Durante un instante fugaz su silueta se recortó contra la luna, con las plumas de la punta de las alas abiertas como dedos. Luego desapareció. Quedó todo tan callado que el silencio se podía escuchar; en ese momento, Josep supo, con un tremendo alivio, que había obtenido una espléndida ganga con Donat y Rosa.
7
Caminaba despacio entre sus hileras para disfrutar de la visión de las pálidas protuberancias y los enérgicos zarcillos de las vides que empezaban a despertar, mientras buscaba caracoles o cualquier señal de alguna plaga que exigiera tratamiento con sulfuro.

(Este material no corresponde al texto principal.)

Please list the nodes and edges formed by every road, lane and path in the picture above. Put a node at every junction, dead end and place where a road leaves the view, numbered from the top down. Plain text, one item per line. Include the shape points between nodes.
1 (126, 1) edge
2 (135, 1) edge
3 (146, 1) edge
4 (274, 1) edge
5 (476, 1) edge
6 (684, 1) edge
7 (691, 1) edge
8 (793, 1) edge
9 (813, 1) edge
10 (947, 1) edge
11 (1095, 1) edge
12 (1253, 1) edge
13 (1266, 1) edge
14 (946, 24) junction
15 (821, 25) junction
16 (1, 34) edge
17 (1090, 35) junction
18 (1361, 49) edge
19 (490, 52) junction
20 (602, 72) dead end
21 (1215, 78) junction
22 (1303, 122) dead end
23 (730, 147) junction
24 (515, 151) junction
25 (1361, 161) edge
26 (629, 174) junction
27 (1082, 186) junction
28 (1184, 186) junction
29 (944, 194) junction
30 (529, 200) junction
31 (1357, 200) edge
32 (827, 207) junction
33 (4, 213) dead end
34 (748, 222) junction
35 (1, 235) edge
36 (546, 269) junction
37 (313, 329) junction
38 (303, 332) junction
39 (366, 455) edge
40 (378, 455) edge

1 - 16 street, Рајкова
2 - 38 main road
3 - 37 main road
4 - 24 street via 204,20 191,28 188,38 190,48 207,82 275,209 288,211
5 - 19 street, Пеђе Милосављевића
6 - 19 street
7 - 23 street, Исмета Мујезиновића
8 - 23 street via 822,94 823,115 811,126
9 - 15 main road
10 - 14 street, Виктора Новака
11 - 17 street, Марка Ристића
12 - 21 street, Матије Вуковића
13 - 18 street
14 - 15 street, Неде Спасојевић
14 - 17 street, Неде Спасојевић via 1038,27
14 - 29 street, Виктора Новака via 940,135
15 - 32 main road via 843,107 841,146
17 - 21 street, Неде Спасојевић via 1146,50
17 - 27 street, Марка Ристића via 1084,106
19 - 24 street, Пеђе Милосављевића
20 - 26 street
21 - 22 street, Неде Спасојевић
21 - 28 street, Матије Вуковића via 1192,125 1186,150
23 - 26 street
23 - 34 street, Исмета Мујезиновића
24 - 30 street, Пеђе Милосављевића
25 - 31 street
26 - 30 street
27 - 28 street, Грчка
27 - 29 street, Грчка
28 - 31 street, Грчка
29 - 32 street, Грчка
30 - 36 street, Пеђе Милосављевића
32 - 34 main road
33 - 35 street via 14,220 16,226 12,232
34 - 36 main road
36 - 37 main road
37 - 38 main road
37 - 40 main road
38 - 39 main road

Oyó que Maria del Mar Orriols llamaba desde su viñedo: -Francesc, Francesc, ¿dónde estás?
Al principio lo llamaba cada dos minutos, pero pronto se puso a gritar con más frecuencia desde el camino, con voz inquieta:
– ¡Fra-a-an-ce-e-esc!
Josep vio que el chiquillo lo miraba desde el otro extremo de la hilera de vides, como el diablillo imaginario de un jardín.
El crío no había llegado allí desde la carretera. Josep sabía que tenía que haber entrado desde la parte trasera de las tierras de su madre, pasando por los terrenos de los Torras, hasta llegar a su propia viña. No había vallas. Entre los cultivos de un agricultor y los de su vecino apenas había una separación de anchura suficiente para que cupiera una persona; todos conocían de sobra los límites de sus propiedades.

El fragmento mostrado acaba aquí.